WHEN LOOKING FOR MARRIAGE MATERIAL
In my research, a couple of things stood out to me. First, I was amazed by how many great pick-up lines ended in marriage. Secondly, it’s easy to steal a girl from an asshole. Here are some of the more successful tales.
- “A girl came up to me once and said, 'You’ve got a face I’d like to sit on.’ That girl is now my wife.”
- “We were at a bar after a St. Patrick’s Day parade and my (now husband) just said, to me 'I’m going home to watch a movie. You coming?’”
- “My husband used three solid lines in our first conversation . I was ordering my shift drink from a bartender and he was standing next to me. He offered to buy it. I said, 'It’s free.’ He said, 'In that case, get her two.’ He then asked if I had a boyfriend. I did—and a very shitty one at that. But I hemmed and hawed about it to the point that he said, 'Listen. If I called you, would you answer?’ I gave him my number. Later, after he went back to his group of friends, some other guy tried to hit on me. My now-husband walked back up, after which the guy said, 'Oh, sorry, is this your girlfriend?’ He replied, 'I’m working on it.’”
- “I was dating a guy from New Zealand and my now-husband asked me out by saying, 'Care to upgrade to an Australian?’ Sold. We’ve been married for nearly six years.”
- “When I first met my husband, he said he liked snowboarding better than sex. I took that as a challenge and married him within the year.”
FORTUNE ALWAYS FAVORS THE BOLD
The same rules that apply to Hollywood apply to hitting on someone. It’s all about having the right face and being in the right place at the right time. Sometimes you need to be daring to stand apart from the herd, like these people were.
- “I once told a girl I could totally beat up her boyfriend, in front of him. We went out the next week.”
- “I was standing in front of a bar, and as she walked by she said, 'You look like you wanna kiss me.’ It’s a reverse-catcall success story.”
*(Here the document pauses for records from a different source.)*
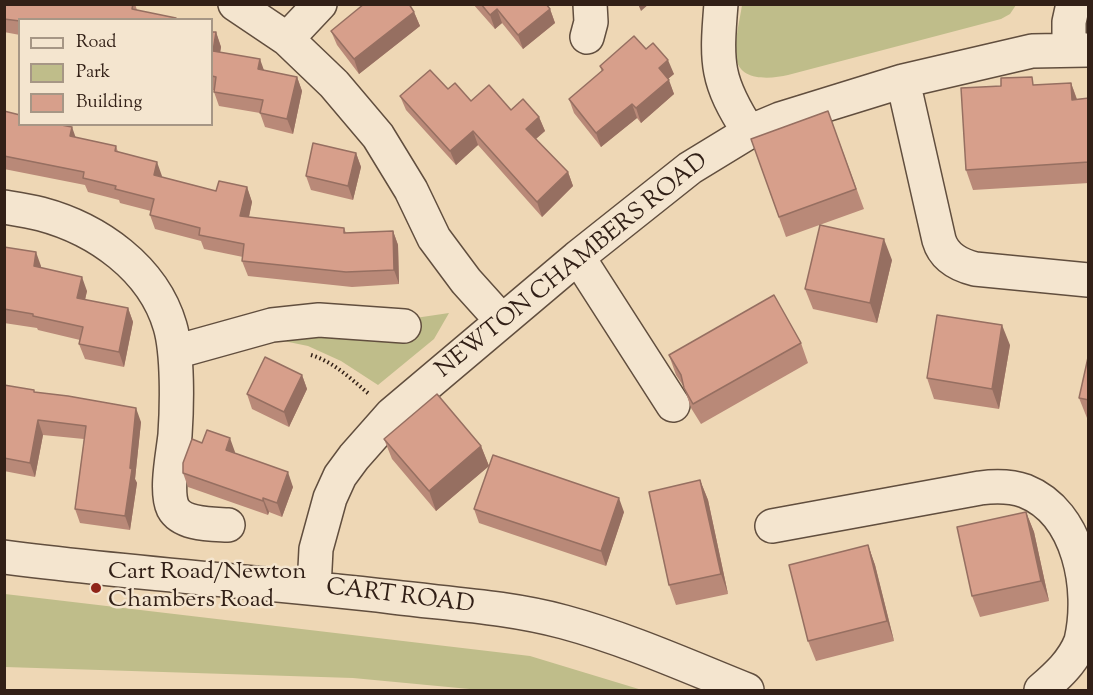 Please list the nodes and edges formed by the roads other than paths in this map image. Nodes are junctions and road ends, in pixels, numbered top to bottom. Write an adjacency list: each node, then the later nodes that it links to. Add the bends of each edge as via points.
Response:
1 (235, 4): 7 (street)
2 (320, 4): 7 (street)
3 (590, 4): 6 (street)
4 (722, 4): 10 (street, via 718,43 722,82)
5 (1073, 4): 8 (street, via 1070,21)
6 (587, 38)
7 (287, 39): 14 (street, via 334,84 378,136 434,238)
8 (1079, 50): 9 (street, NEWTON CHAMBERS ROAD, via 1032,51)
9 (903, 81): 10 (street, NEWTON CHAMBERS ROAD); 13 (street, via 945,253 955,262 975,269)
10 (749, 132): 12 (street, NEWTON CHAMBERS ROAD, via 690,168)
11 (4, 207): 16 (street, via 74,226 130,262 163,305)
12 (578, 257): 14 (street, NEWTON CHAMBERS ROAD); 17 (street)
13 (1089, 280)
14 (502, 321): 22 (street, NEWTON CHAMBERS ROAD, via 392,414 340,476 316,549)
15 (404, 326): 16 (street, via 319,320 272,326)
16 (175, 352): 18 (street, via 170,498 174,510 184,518)
17 (673, 405)
18 (228, 525)
19 (772, 526): 20 (street, via 992,487 1026,492)
20 (1080, 526): 24 (street, via 1079,545 1088,579 1086,627 1064,669)
21 (4, 557): 22 (street, CART ROAD)
22 (314, 588): 23 (street, CART ROAD, via 495,609 563,622)
23 (747, 690)
24 (1041, 690) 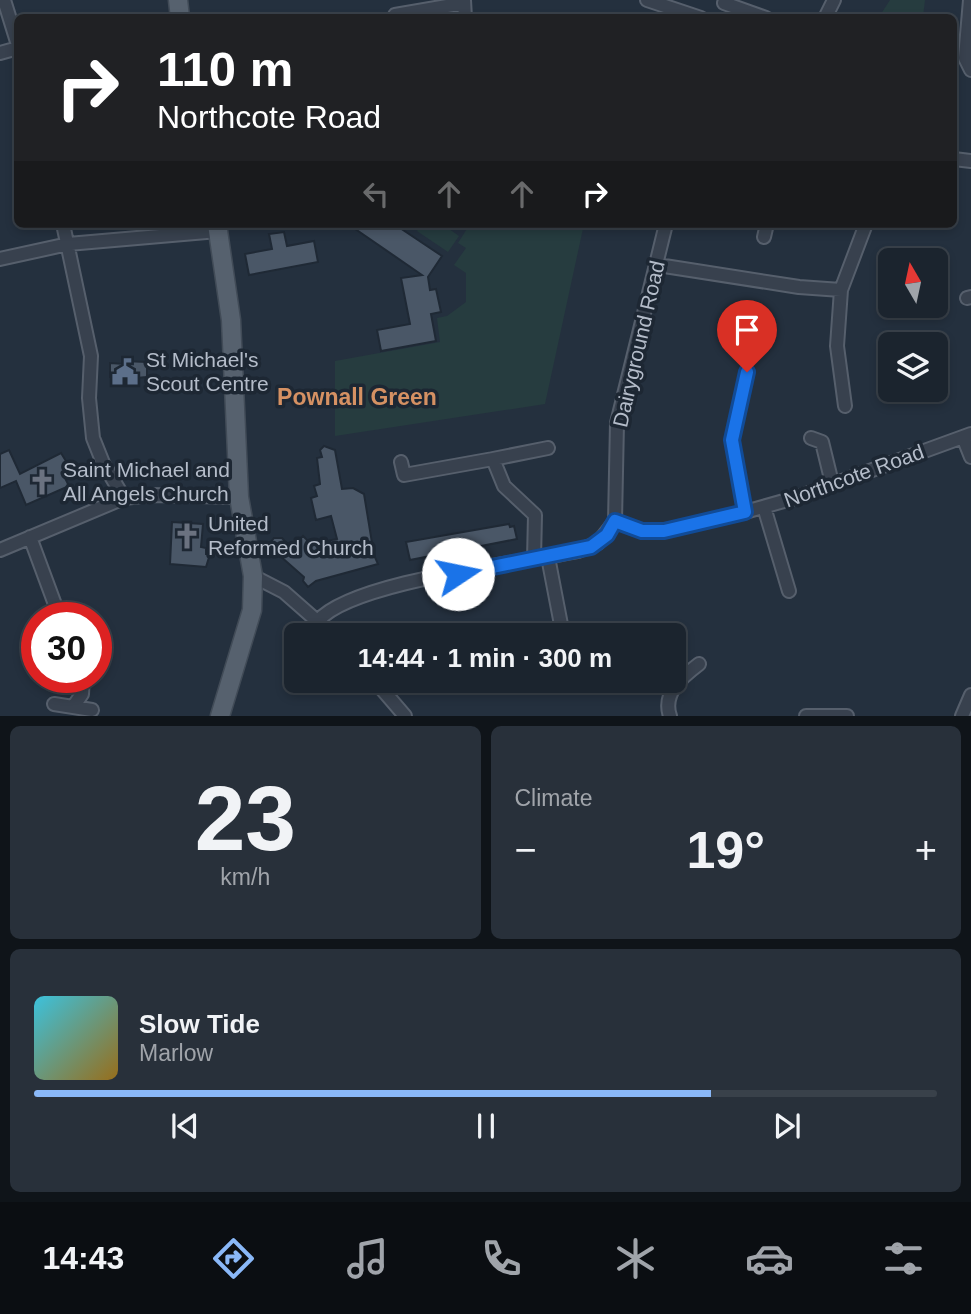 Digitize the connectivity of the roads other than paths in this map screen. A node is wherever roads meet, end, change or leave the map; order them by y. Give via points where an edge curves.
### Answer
1 (4, 0) edge
2 (647, 0) edge
3 (970, 0) edge
4 (464, 2) edge
5 (725, 2) edge
6 (400, 14) edge
7 (689, 14) edge
8 (756, 14) edge
9 (14, 34) edge
10 (971, 69) edge
11 (65, 228) edge
12 (217, 228) edge
13 (665, 228) edge
14 (865, 228) edge
15 (68, 244) junction
16 (0, 259) edge
17 (658, 265) junction
18 (842, 290) junction
19 (747, 372) dead end
20 (845, 405) dead end
21 (967, 436) edge
22 (811, 438) dead end
23 (548, 448) dead end
24 (971, 457) edge
25 (493, 459) junction
26 (401, 462) dead end
27 (832, 483) junction
28 (239, 497) junction
29 (124, 498) junction
30 (764, 507) junction
31 (745, 512) junction
32 (615, 521) junction
33 (30, 537) junction
34 (0, 550) edge
35 (548, 557) junction
36 (534, 559) junction
37 (253, 576) junction
38 (789, 591) dead end
39 (54, 602) edge
40 (318, 621) joint
41 (561, 623) edge
42 (699, 664) dead end
43 (82, 693) edge
44 (385, 693) edge
45 (971, 695) edge
46 (54, 704) dead end
47 (73, 707) junction
48 (92, 710) dead end
49 (220, 716) edge
50 (405, 716) edge
51 (670, 716) edge
52 (806, 716) edge
53 (847, 716) edge
54 (962, 716) edge

1 - 9 street
2 - 7 street
3 - 10 street via 965,58
4 - 6 street
5 - 8 street
11 - 15 street
12 - 15 street
12 - 28 main road via 231,320
13 - 17 street, Dairyground Road
14 - 18 street
15 - 16 street
15 - 29 street via 91,356 93,438
17 - 18 street
17 - 32 street, Dairyground Road via 617,423
18 - 20 street via 837,346
19 - 31 street via 732,440
21 - 24 street
21 - 27 street, Northcote Road
22 - 27 street via 822,442
23 - 25 street
25 - 26 street via 404,475
25 - 36 street via 504,486 535,515
27 - 30 street, Northcote Road
28 - 29 street
28 - 37 main road
29 - 33 street
30 - 31 street, Northcote Road
30 - 38 street
31 - 32 street, Northcote Road via 664,531 642,531
32 - 35 street via 598,543
33 - 34 street
33 - 39 street
35 - 36 street
35 - 41 street
36 - 40 street via 399,586 344,603
37 - 40 street via 284,592
37 - 49 main road via 252,610
42 - 51 street via 680,678 671,692
43 - 47 street
44 - 50 street
45 - 54 street
46 - 47 street
47 - 48 street
52 - 53 street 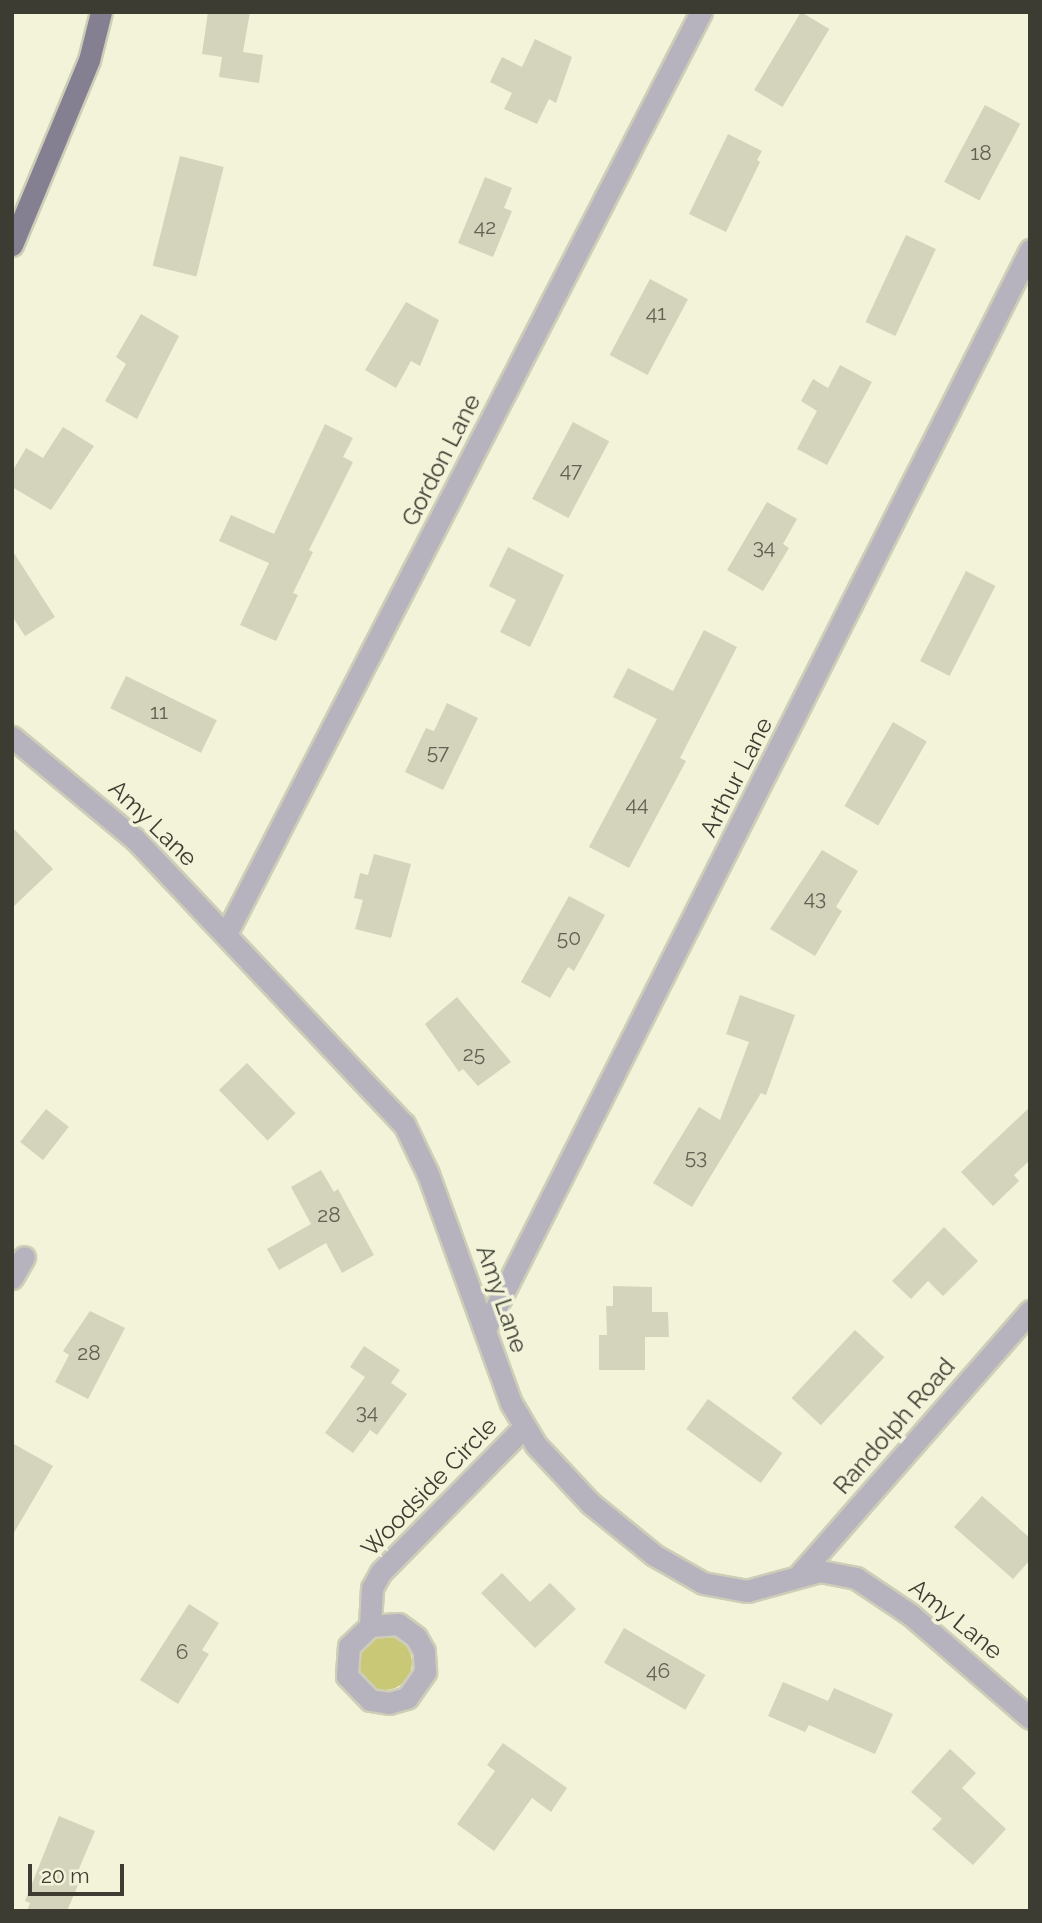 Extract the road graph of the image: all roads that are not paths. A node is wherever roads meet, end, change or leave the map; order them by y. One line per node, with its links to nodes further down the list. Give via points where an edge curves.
1 (101, 12): 3 (main road, via 89,60)
2 (701, 12): 6 (street, Gordon Lane)
3 (12, 245)
4 (1030, 250): 10 (street, Arthur Lane)
5 (12, 737): 6 (street, Amy Lane, via 135,839)
6 (227, 932): 10 (street, Amy Lane, via 404,1124)
7 (24, 1257): 8 (street)
8 (12, 1278)
9 (1030, 1311): 12 (street, Randolph Road)
10 (486, 1327): 11 (street, Amy Lane, via 503,1383)
11 (524, 1427): 12 (street, Amy Lane, via 590,1503 678,1570 703,1583 747,1591); 13 (street, Woodside Circle, via 381,1572 372,1588)
12 (799, 1575): 14 (street, Amy Lane, via 839,1573 876,1589 972,1664)
13 (370, 1626)
14 (1030, 1718) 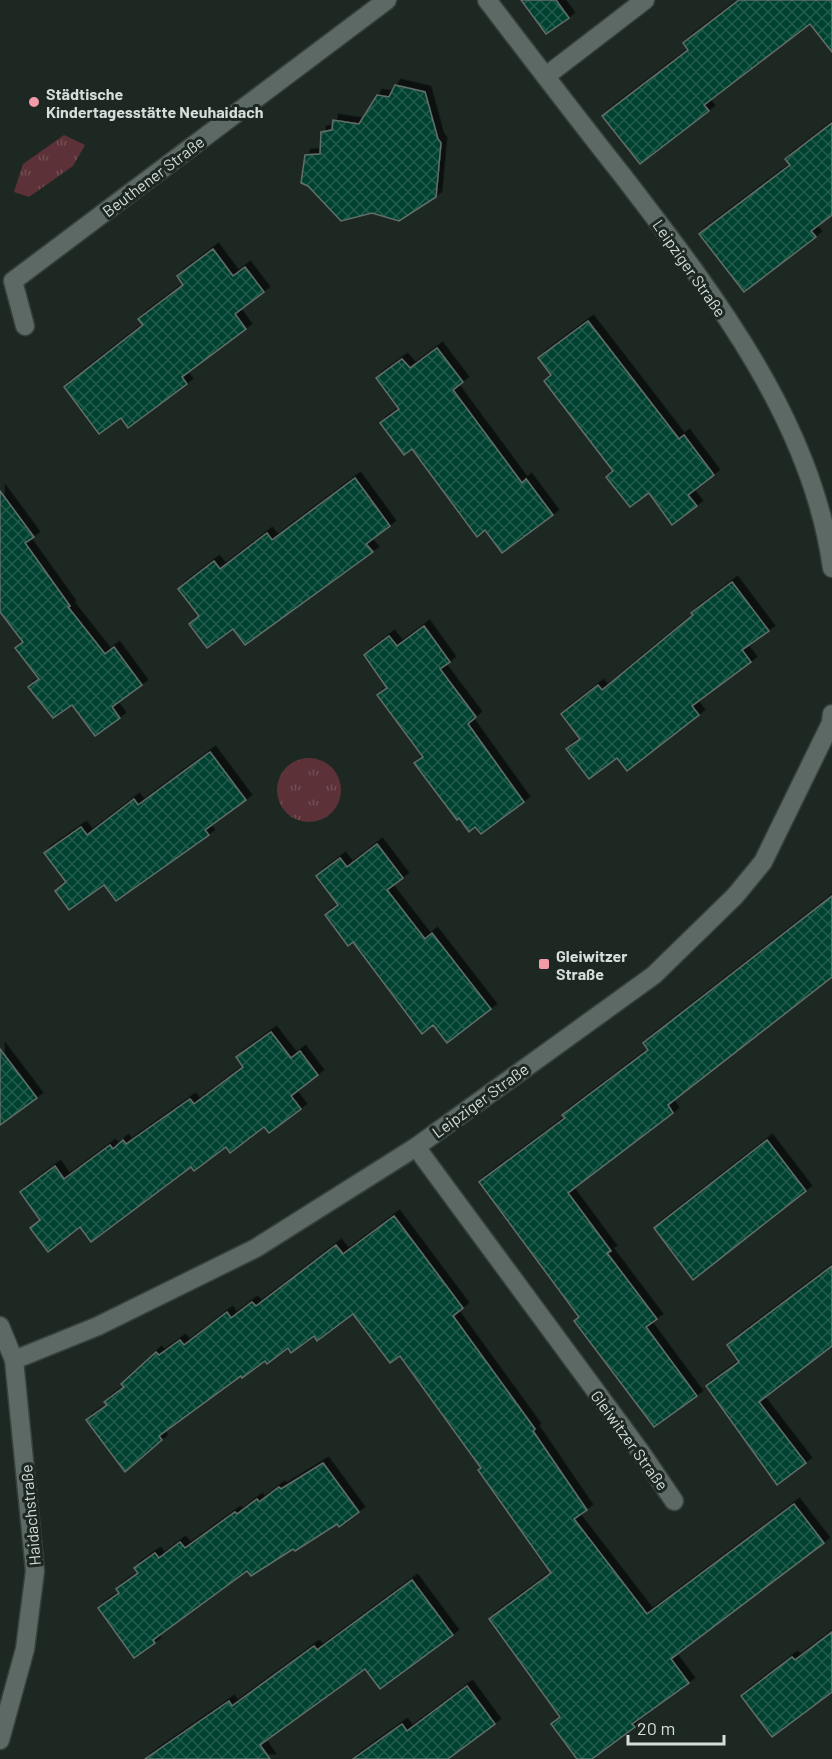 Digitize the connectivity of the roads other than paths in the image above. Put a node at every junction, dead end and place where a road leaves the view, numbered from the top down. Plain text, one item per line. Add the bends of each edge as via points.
1 (387, 0) edge
2 (487, 0) edge
3 (645, 0) edge
4 (546, 76) junction
5 (25, 326) dead end
6 (832, 568) edge
7 (832, 714) edge
8 (832, 723) edge
9 (416, 1147) junction
10 (0, 1326) edge
11 (14, 1360) junction
12 (674, 1501) dead end
13 (0, 1740) edge

1 - 5 street, Beuthener Straße via 13,281
2 - 4 street, Leipziger Straße
3 - 4 street
4 - 6 street, Leipziger Straße via 659,222 750,355 807,469
7 - 8 street, Leipziger Straße
8 - 9 street, Leipziger Straße via 764,862 735,896 654,975
9 - 11 street, Leipziger Straße via 256,1248 98,1326
9 - 12 street, Gleiwitzer Straße
10 - 11 street, Haidachstraße
11 - 13 street, Haidachstraße via 35,1571 25,1649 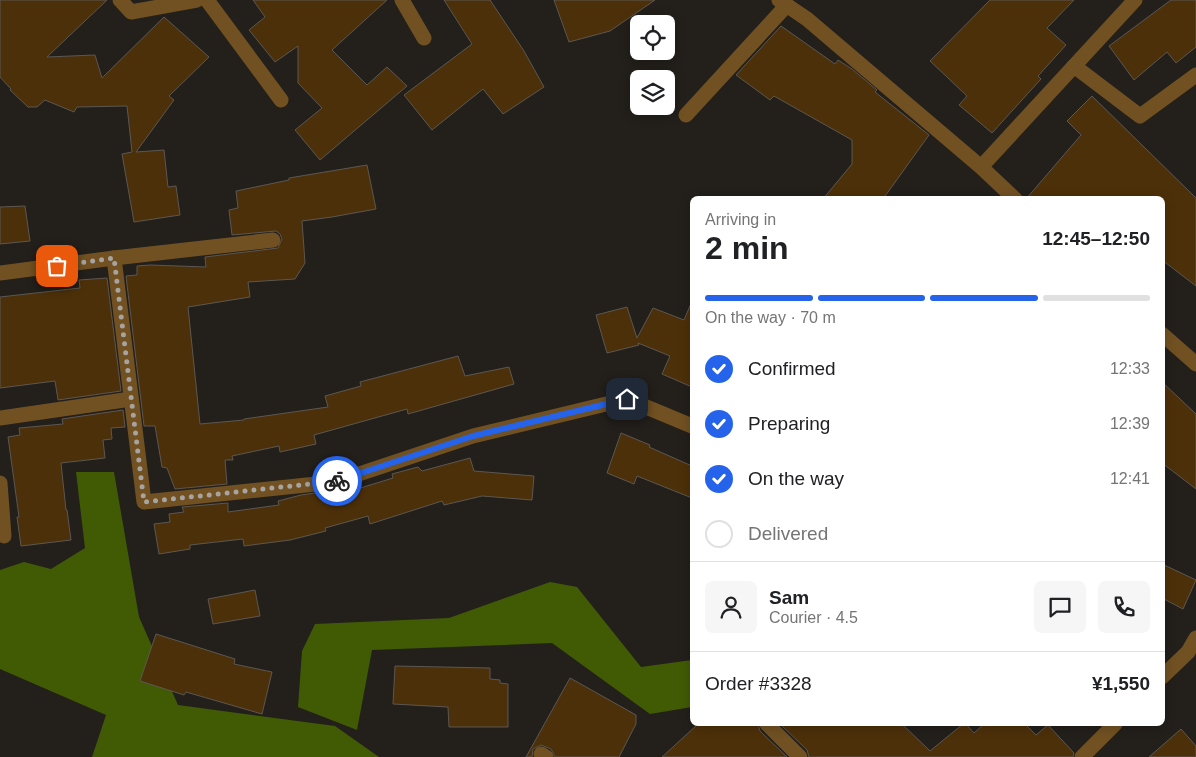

- “I once picked up a girl at a bar in less than five minutes. Swear. My girlfriend had missed her flight because she was too drunk to fly, so I was in a pissy mood. So, I went up to the cutest girl in the bar and said, 'I’m in town for three days and my girlfriend missed her flight because she’s spoiled and takes me for granted. How’d you like to spend the weekend doing high-end everything with me?’ She spent the next three days getting spoiled. We’re still friends today.”
- I was standing outside a bar when I saw a hot girl. I slapped her ass while she was reaching into her car. I thought she was going to slap me back. We’ve been married nine years now.*
DISCLAIMER: Playboy and I do not advocate the slapping of a stranger’s ass in the hopes that she will date or marry you. That is the rarity. The reality is that you will probably end up in handcuffs. And not the kinky kind. The bad kind.